• **Problem to work on**
Below are some entries. Count how many of their lines include "numbered", then give that number only.

------------

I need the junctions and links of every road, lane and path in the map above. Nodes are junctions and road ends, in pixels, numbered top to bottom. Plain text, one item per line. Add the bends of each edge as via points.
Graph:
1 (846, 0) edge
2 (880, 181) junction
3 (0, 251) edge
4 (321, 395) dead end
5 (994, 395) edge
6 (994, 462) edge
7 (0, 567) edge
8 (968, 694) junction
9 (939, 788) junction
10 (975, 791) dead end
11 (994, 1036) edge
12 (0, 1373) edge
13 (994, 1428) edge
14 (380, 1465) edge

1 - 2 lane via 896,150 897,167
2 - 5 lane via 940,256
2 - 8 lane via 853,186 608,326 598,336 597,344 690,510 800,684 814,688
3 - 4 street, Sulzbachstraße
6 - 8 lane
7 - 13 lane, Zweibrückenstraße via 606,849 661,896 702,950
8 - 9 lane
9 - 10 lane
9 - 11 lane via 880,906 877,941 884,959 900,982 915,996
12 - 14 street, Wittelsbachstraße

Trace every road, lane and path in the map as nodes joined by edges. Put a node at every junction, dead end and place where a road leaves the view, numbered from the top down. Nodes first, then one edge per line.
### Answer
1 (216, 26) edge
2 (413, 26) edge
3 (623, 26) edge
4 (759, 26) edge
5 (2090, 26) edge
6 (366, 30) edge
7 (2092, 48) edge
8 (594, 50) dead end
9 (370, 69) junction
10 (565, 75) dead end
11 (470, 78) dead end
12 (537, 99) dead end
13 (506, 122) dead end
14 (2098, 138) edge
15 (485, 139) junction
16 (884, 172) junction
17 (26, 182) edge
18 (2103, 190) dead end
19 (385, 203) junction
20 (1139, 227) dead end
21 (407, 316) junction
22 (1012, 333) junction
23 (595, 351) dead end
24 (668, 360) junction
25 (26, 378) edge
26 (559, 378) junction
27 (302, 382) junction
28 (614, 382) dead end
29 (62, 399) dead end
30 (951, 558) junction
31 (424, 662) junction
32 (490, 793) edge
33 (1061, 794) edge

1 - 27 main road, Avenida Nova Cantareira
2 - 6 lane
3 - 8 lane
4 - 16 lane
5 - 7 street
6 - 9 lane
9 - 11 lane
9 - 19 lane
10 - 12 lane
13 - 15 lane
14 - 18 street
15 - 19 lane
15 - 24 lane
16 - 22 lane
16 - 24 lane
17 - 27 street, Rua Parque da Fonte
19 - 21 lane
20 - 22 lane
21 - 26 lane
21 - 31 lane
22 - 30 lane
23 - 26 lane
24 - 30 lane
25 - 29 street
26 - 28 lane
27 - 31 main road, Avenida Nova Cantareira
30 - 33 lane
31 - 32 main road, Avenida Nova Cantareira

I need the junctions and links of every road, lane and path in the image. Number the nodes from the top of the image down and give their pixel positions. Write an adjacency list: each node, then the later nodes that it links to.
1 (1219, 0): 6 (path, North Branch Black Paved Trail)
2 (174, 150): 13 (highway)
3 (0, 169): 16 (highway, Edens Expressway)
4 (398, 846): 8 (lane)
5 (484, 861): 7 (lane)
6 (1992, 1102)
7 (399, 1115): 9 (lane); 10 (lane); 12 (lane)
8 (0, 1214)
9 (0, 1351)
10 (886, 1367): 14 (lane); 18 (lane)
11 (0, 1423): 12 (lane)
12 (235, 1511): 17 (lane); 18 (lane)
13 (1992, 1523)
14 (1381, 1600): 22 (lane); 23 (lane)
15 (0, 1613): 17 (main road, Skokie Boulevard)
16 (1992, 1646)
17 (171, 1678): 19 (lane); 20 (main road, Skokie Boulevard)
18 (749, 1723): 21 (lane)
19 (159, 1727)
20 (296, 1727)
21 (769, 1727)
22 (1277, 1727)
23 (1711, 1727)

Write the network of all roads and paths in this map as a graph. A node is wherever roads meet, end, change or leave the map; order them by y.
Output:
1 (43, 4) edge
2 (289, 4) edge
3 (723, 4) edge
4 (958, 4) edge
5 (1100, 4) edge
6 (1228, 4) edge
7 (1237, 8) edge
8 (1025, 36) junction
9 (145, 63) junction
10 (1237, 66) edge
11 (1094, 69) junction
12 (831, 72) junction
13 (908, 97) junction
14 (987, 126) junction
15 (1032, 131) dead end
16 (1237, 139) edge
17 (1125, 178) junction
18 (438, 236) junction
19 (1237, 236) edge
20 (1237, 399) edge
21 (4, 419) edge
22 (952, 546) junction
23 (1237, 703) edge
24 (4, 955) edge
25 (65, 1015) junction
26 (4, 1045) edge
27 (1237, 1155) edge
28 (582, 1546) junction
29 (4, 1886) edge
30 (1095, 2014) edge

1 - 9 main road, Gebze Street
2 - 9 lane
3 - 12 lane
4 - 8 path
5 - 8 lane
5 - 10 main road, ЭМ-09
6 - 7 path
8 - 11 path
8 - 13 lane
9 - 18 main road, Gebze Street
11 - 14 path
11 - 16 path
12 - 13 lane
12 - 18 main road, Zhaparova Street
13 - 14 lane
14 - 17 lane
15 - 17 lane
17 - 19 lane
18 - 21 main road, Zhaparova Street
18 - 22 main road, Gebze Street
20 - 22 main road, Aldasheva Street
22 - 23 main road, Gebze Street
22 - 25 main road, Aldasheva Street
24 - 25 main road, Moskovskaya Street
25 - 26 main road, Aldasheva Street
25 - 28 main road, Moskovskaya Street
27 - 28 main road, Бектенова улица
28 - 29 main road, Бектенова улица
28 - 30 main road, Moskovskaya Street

------------

• **Solution for this problem**
2